Tony: I love it. And I almost feel like if we were gonna do a cheesy role play, Ashlee, then if I were saying to you, hey, if you came in and said you're, you found some new hobby, you like, I mean, I feel like yeah. The correct answers for me to say, oh man, tell me more. What's that like? How long have you felt this way? And I feel like the narcissist version would be, well, why do you wanna do that? I don't remember you saying anything about this. And do you know what that would feel like for me? Or what am I gonna find time to do the things I like? And then all of a sudden now it's like, oh, now you know what I, yeah. I probably don't wanna do that. And I wonder how many people have that experience versus the, oh my gosh, tell me more, that sounds exciting. Which if that doesn't happen in your relationship, then, then that's a red flag. Right. Ashlee, where can people find you? I wish we had another hour and maybe you can come back on again. Would that be okay? 

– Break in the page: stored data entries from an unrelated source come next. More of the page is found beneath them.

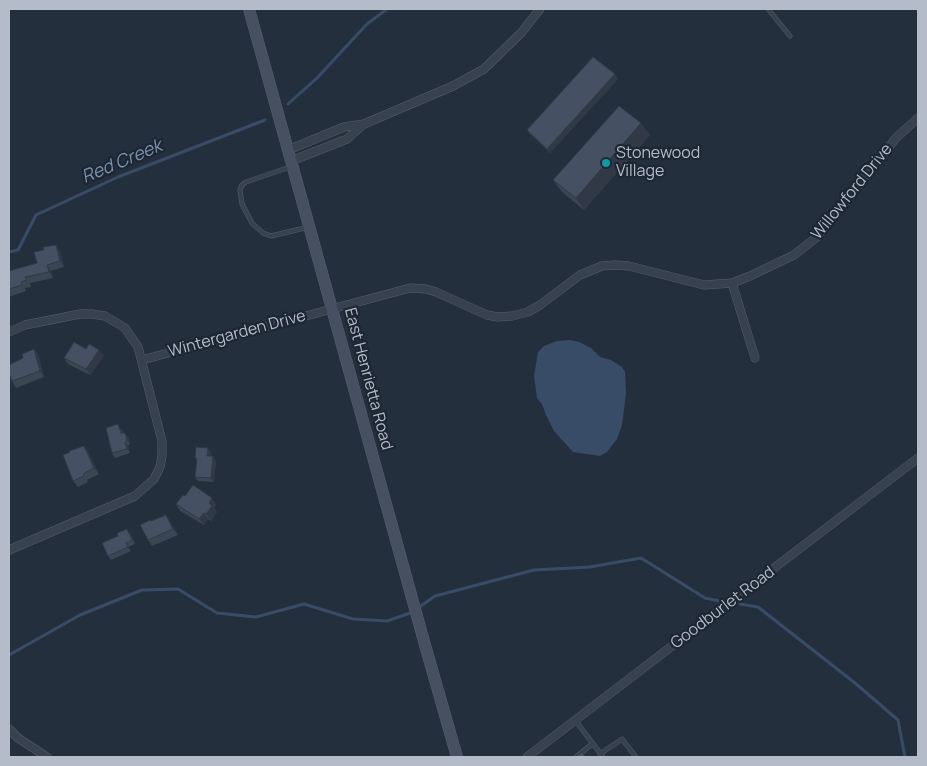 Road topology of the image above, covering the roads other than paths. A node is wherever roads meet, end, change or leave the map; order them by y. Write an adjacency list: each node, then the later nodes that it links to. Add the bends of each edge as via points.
1 (249, 9): 7 (main road, East Henrietta Road)
2 (540, 9): 6 (street, via 484,69 453,86)
3 (768, 9): 4 (lane)
4 (790, 36)
5 (918, 118): 9 (street, Willowford Drive, via 896,138 817,237 794,255)
6 (364, 124): 7 (street, via 344,127); 7 (street, via 347,139)
7 (290, 159): 8 (main road, East Henrietta Road); 8 (lane, via 246,182 240,196 252,223 263,234 271,236)
8 (309, 227): 10 (main road, East Henrietta Road)
9 (732, 283): 10 (street, Willowford Drive, via 704,285 615,265 602,266 580,275 540,305 512,316 487,314 436,292 410,288); 12 (street)
10 (332, 308): 13 (street, Wintergarden Drive); 21 (main road, East Henrietta Road)
11 (9, 332): 13 (street, via 25,325 92,314 109,318 125,328 138,347)
12 (755, 358)
13 (142, 360): 15 (street, via 162,441 160,467 154,479 135,496 121,503)
14 (918, 458): 16 (street, Goodburlet Road)
15 (9, 550)
16 (575, 720): 18 (lane); 22 (street, Goodburlet Road)
17 (9, 729): 20 (street)
18 (592, 744): 19 (lane); 23 (lane)
19 (602, 756): 24 (lane, via 622,739)
20 (47, 757)
21 (457, 757)
22 (527, 757)
23 (576, 757)
24 (636, 757) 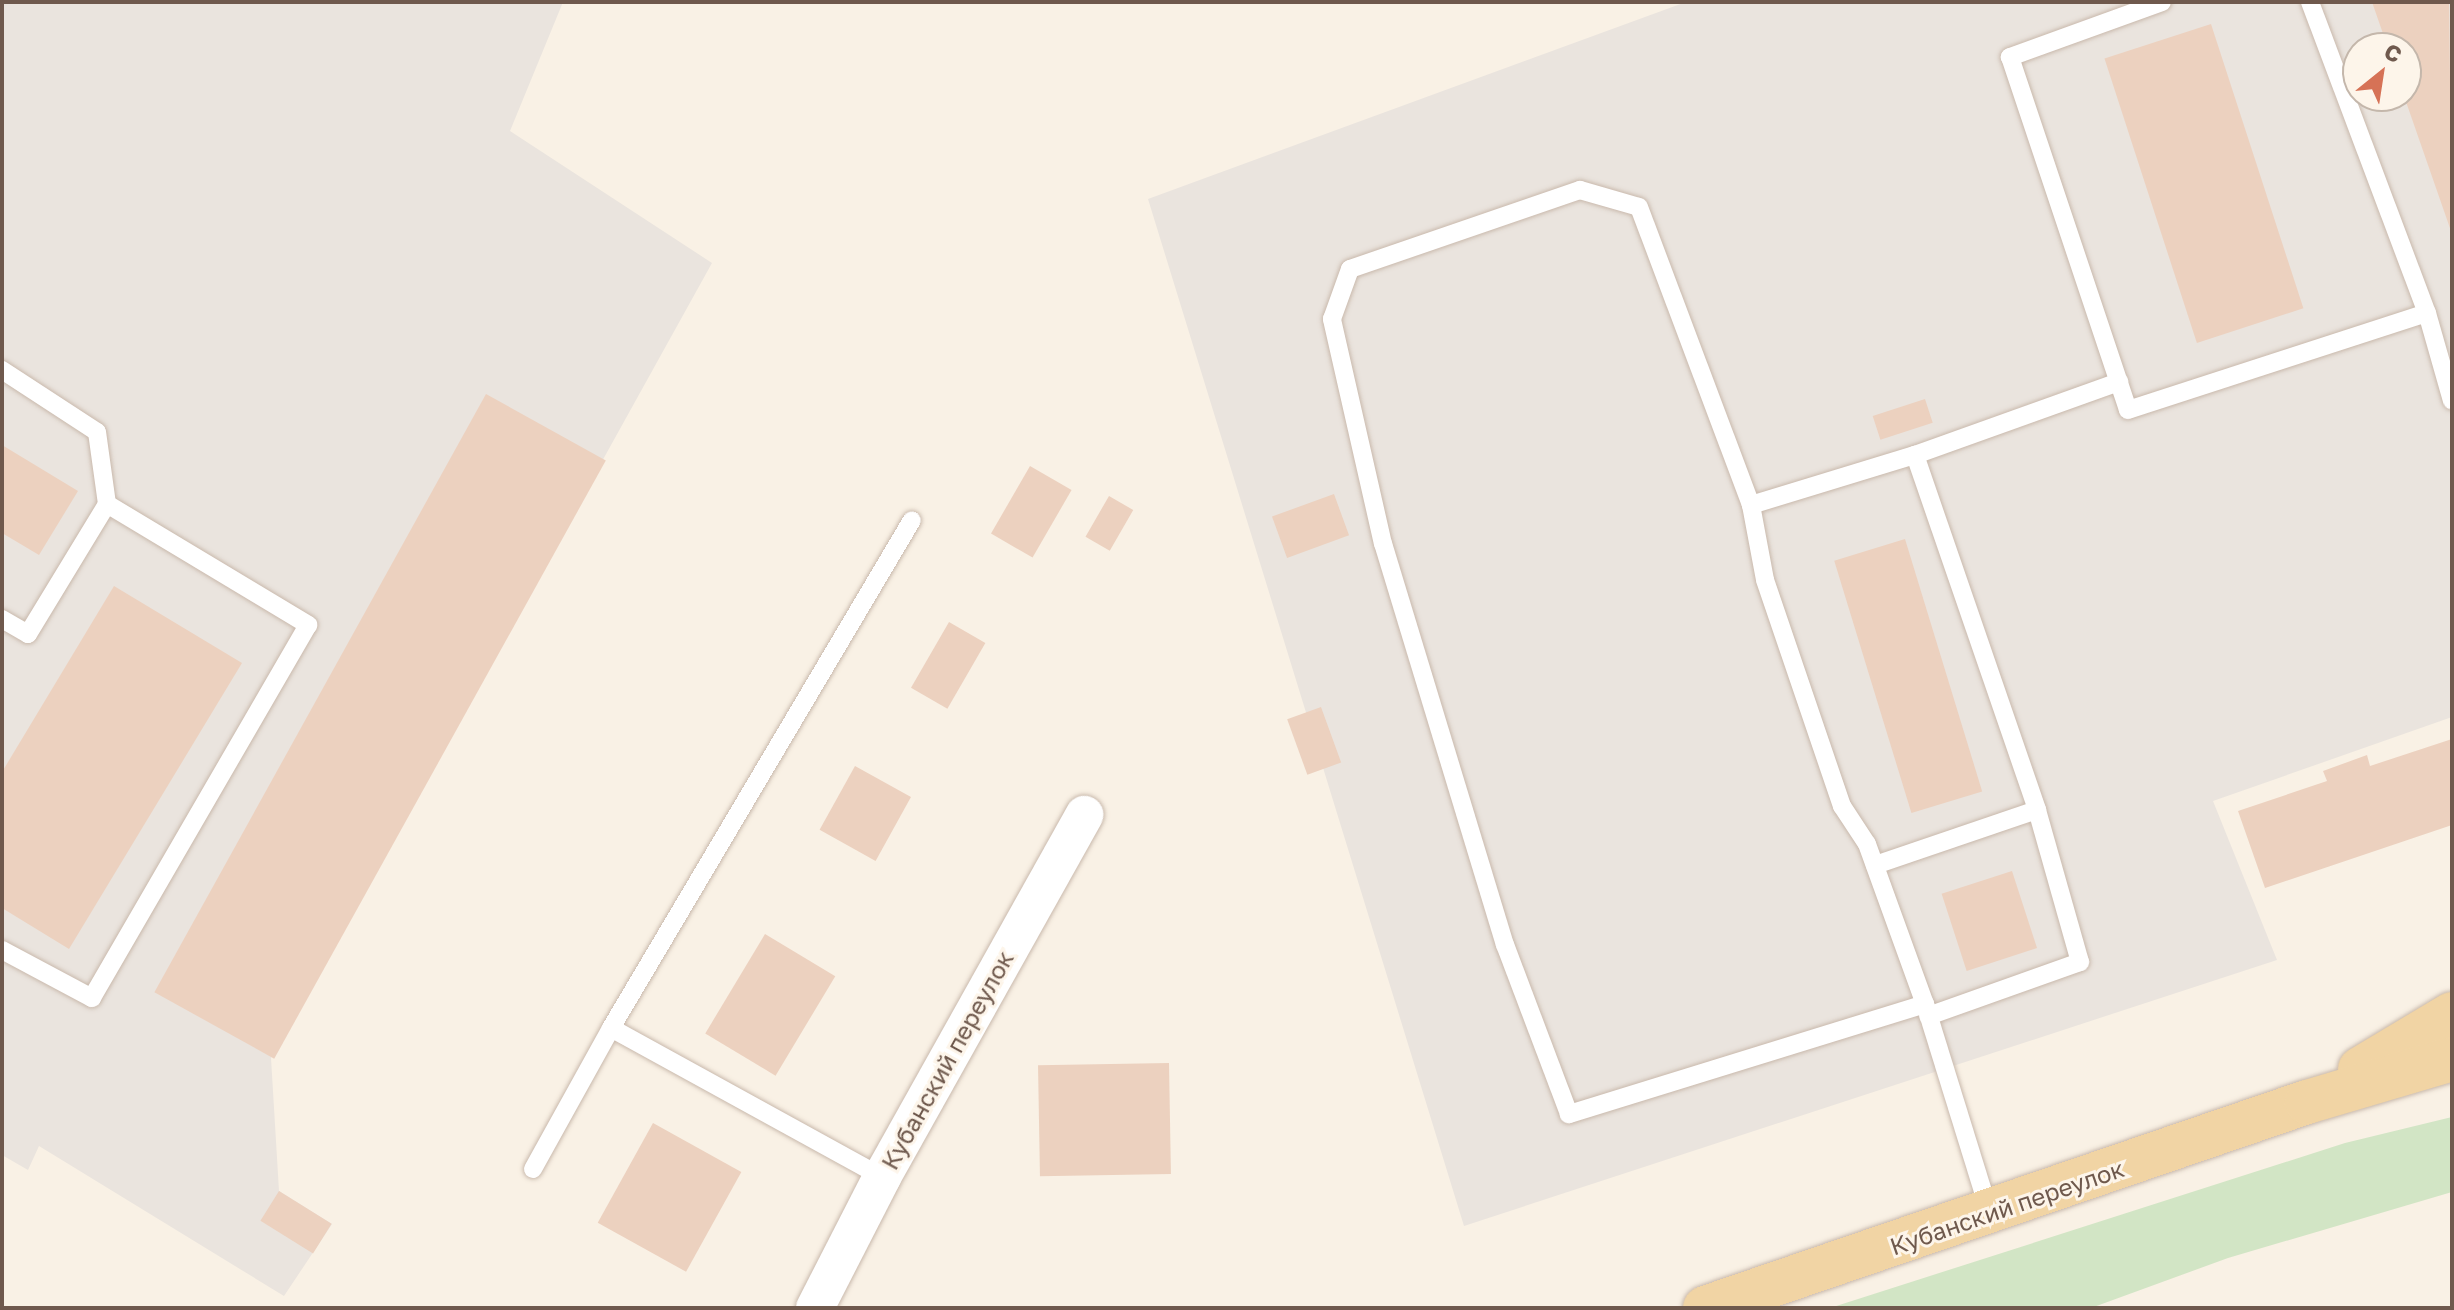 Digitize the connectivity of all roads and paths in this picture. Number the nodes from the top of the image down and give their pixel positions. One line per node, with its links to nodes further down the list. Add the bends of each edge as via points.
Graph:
1 (2162, 2): 5 (lane, via 2010,57)
2 (2310, 2): 3 (lane)
3 (2427, 313): 5 (lane, via 2128,410); 6 (lane)
4 (2, 370): 8 (lane, via 97,432)
5 (2119, 382): 7 (lane)
6 (2452, 401)
7 (1915, 455): 9 (lane); 12 (lane)
8 (107, 504): 11 (lane, via 28,634); 15 (lane, via 308,625 92,998)
9 (1751, 505): 14 (lane, via 1765,580 1842,806); 16 (lane, via 1639,207 1580,190 1350,269 1332,319 1383,544 1505,945 1569,1114)
10 (912, 520): 18 (lane)
11 (2, 619)
12 (2037, 810): 14 (lane); 16 (lane, via 2080,962)
13 (1084, 815): 22 (street, Кубанский переулок)
14 (1875, 865): 16 (lane)
15 (2, 950)
16 (1927, 1010): 23 (lane)
17 (2452, 1014): 20 (main road, Кубанский переулок)
18 (611, 1028): 21 (lane); 22 (lane)
19 (2452, 1059): 20 (main road, Кубанский переулок)
20 (2307, 1102): 23 (main road, Кубанский переулок)
21 (533, 1169)
22 (882, 1177): 24 (street, Кубанский переулок)
23 (1990, 1214): 25 (main road, Кубанский переулок)
24 (815, 1308)
25 (1705, 1308) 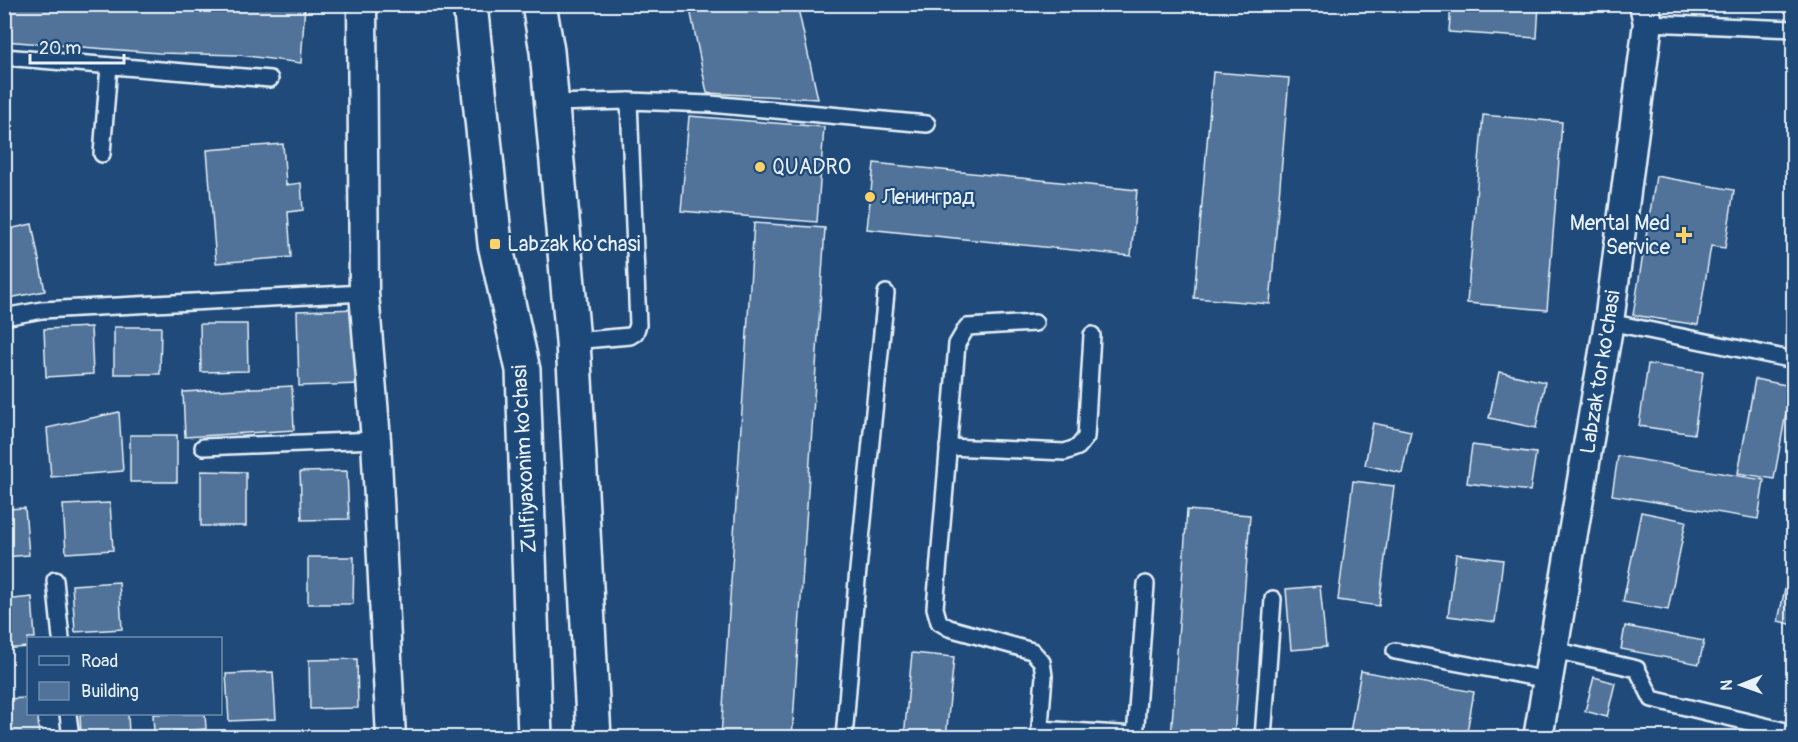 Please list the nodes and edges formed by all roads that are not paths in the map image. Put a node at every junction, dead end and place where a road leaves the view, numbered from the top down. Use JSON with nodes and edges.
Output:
{"nodes":[{"id":1,"x":362,"y":4,"type":"edge"},
{"id":2,"x":470,"y":4,"type":"edge"},
{"id":3,"x":539,"y":4,"type":"edge"},
{"id":4,"x":548,"y":4,"type":"edge"},
{"id":5,"x":1646,"y":14,"type":"edge"},
{"id":6,"x":1794,"y":29,"type":"edge"},
{"id":7,"x":547,"y":51,"type":"junction"},
{"id":8,"x":4,"y":57,"type":"edge"},
{"id":9,"x":109,"y":66,"type":"junction"},
{"id":10,"x":270,"y":79,"type":"dead end"},
{"id":11,"x":629,"y":101,"type":"junction"},
{"id":12,"x":552,"y":103,"type":"junction"},
{"id":13,"x":927,"y":124,"type":"dead end"},
{"id":14,"x":102,"y":154,"type":"dead end"},
{"id":15,"x":364,"y":293,"type":"junction"},
{"id":16,"x":886,"y":293,"type":"dead end"},
{"id":17,"x":4,"y":317,"type":"edge"},
{"id":18,"x":1609,"y":322,"type":"junction"},
{"id":19,"x":1035,"y":323,"type":"dead end"},
{"id":20,"x":1092,"y":335,"type":"dead end"},
{"id":21,"x":573,"y":341,"type":"junction"},
{"id":22,"x":1794,"y":360,"type":"edge"},
{"id":23,"x":376,"y":440,"type":"junction"},
{"id":24,"x":203,"y":447,"type":"dead end"},
{"id":25,"x":948,"y":447,"type":"junction"},
{"id":26,"x":55,"y":580,"type":"dead end"},
{"id":27,"x":1146,"y":584,"type":"dead end"},
{"id":28,"x":1273,"y":599,"type":"dead end"},
{"id":29,"x":61,"y":637,"type":"edge"},
{"id":30,"x":1554,"y":650,"type":"junction"},
{"id":31,"x":1395,"y":651,"type":"dead end"},
{"id":32,"x":1548,"y":680,"type":"junction"},
{"id":33,"x":68,"y":715,"type":"edge"},
{"id":34,"x":1039,"y":733,"type":"edge"},
{"id":35,"x":1794,"y":733,"type":"edge"},
{"id":36,"x":1135,"y":736,"type":"edge"},
{"id":37,"x":71,"y":738,"type":"edge"},
{"id":38,"x":391,"y":738,"type":"edge"},
{"id":39,"x":535,"y":738,"type":"edge"},
{"id":40,"x":594,"y":738,"type":"edge"},
{"id":41,"x":844,"y":738,"type":"edge"},
{"id":42,"x":1263,"y":738,"type":"edge"},
{"id":43,"x":1538,"y":738,"type":"edge"}],
"edges":[{"from":1,"to":15,"type":"street"},
{"from":2,"to":39,"type":"main road","name":"Zulfiyaxonim ko'chasi"},
{"from":3,"to":7,"type":"main road"},
{"from":4,"to":7,"type":"main road"},
{"from":5,"to":6,"type":"lane"},
{"from":5,"to":18,"type":"street","name":"Labzak tor ko'chasi"},
{"from":7,"to":12,"type":"main road"},
{"from":8,"to":9,"type":"lane"},
{"from":9,"to":10,"type":"lane"},
{"from":9,"to":14,"type":"lane"},
{"from":11,"to":12,"type":"lane"},
{"from":11,"to":13,"type":"lane"},
{"from":11,"to":21,"type":"lane"},
{"from":12,"to":21,"type":"main road"},
{"from":15,"to":17,"type":"lane"},
{"from":15,"to":23,"type":"street"},
{"from":16,"to":41,"type":"lane"},
{"from":18,"to":22,"type":"lane"},
{"from":18,"to":30,"type":"street","name":"Labzak tor ko'chasi"},
{"from":19,"to":25,"type":"lane"},
{"from":20,"to":25,"type":"lane"},
{"from":21,"to":40,"type":"main road"},
{"from":23,"to":24,"type":"lane"},
{"from":23,"to":38,"type":"street"},
{"from":25,"to":34,"type":"lane"},
{"from":26,"to":29,"type":"lane"},
{"from":27,"to":36,"type":"lane"},
{"from":28,"to":42,"type":"lane"},
{"from":30,"to":32,"type":"street","name":"Labzak tor ko'chasi"},
{"from":30,"to":35,"type":"lane"},
{"from":31,"to":32,"type":"lane"},
{"from":32,"to":43,"type":"street","name":"Labzak tor ko'chasi"},
{"from":33,"to":37,"type":"lane"},
{"from":34,"to":36,"type":"lane"}]}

Ashlee: I would love that. Absolutely. I'm on Facebook and Instagram. “The moments we stand”. And then my website is themomentswestand.com. And right now I'm doing a lot online, I used to do a lot of public speaking, and I do it a few times a year, but I have little babies right now and seniors in high school that I really can't miss life right now. So I do a lot of online stuff. I have some courses available on my website. I do some podcasts, like different podcasts with people. I've done a lot of interviews and anyways, so that's mainly where you can find me. I think I got everything.

Tony: And I appreciate it so much and I hope that we can maybe do something again soon or do something together because I really love your energy and I have to tell you there's one, I don't know if it was on a story or it was a post or something and you were literally just kind of dancing and having fun with your kids. And if you go through my TikTok, it's almost all just people dancing and I have zero rhythm. And there was a part of me that thought, okay, look at Ashlee looks just normal. And just like in the moment and it just made it look fun. So I appreciate how much you kind of look like you're just being in that moment as a parent. That looks like a good time. Alright, Ashley, then I will put all the links everywhere that I can and then next time we talk, I won't technologically gaslight you and we'll have the whole hour. How does that sound? 

Ashlee: Deal. Thank you so much and thank you for all that you do. I love, I love what you're doing.

Tony: No, that makes me, I appreciate it. I really do.